- Stored items
—————
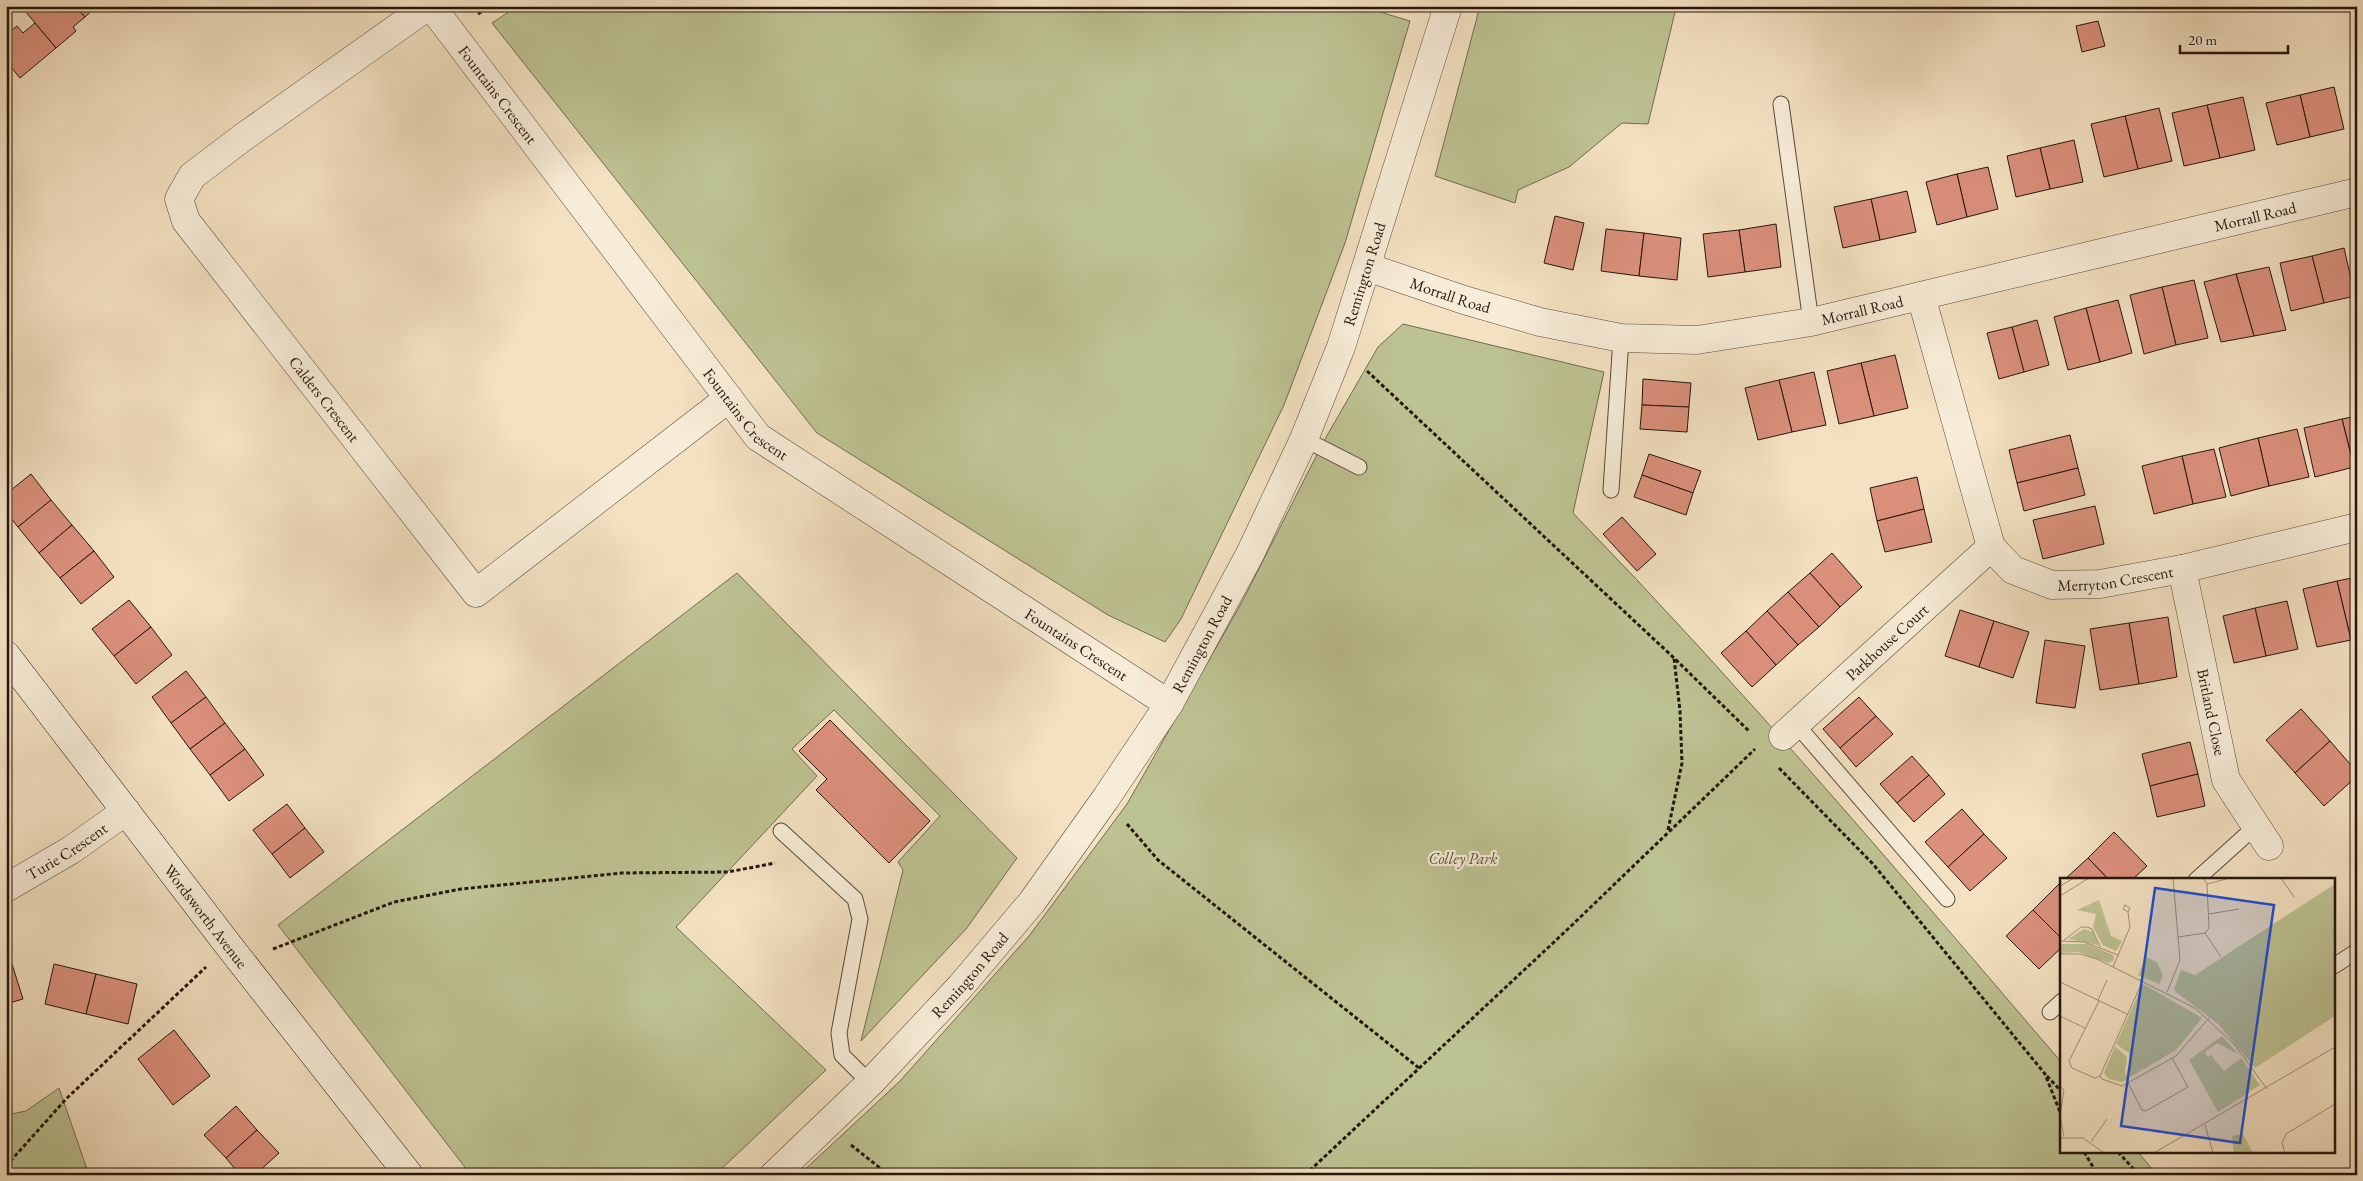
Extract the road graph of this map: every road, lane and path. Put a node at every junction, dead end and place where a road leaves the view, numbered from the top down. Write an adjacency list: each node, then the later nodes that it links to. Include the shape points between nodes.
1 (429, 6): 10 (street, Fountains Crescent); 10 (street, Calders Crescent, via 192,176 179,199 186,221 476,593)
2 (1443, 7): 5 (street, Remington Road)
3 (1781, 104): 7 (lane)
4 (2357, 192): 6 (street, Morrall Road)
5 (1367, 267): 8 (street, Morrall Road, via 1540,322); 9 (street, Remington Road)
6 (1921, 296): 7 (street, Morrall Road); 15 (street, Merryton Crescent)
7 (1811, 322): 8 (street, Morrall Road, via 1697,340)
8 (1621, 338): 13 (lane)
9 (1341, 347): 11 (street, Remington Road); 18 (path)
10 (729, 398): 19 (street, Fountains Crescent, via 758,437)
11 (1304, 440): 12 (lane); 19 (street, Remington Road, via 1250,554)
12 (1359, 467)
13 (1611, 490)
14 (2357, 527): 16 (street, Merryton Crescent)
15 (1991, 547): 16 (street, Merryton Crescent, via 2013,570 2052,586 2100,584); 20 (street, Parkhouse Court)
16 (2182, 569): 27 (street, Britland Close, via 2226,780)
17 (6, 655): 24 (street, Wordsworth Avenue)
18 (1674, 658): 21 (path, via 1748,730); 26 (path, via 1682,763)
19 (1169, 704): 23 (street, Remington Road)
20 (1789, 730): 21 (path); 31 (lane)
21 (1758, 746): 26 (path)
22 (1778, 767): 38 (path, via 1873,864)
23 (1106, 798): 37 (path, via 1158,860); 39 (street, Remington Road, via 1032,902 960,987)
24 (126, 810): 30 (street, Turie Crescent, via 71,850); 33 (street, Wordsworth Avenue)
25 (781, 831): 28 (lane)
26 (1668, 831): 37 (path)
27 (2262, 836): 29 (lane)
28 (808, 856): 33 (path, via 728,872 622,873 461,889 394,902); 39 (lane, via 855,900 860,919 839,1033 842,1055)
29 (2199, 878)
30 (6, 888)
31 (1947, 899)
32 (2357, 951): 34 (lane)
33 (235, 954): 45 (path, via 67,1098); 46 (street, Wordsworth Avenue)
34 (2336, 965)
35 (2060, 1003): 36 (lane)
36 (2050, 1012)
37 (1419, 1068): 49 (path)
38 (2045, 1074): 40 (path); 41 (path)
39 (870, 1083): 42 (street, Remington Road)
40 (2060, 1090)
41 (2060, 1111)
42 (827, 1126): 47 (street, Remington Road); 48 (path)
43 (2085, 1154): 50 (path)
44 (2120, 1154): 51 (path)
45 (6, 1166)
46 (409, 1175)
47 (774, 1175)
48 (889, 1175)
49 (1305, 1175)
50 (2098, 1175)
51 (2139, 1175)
—————
All lines of the records above that contain the word "Merryton" are to be copied out.

- Solution
6 (1921, 296): 7 (street, Morrall Road); 15 (street, Merryton Crescent)
14 (2357, 527): 16 (street, Merryton Crescent)
15 (1991, 547): 16 (street, Merryton Crescent, via 2013,570 2052,586 2100,584); 20 (street, Parkhouse Court)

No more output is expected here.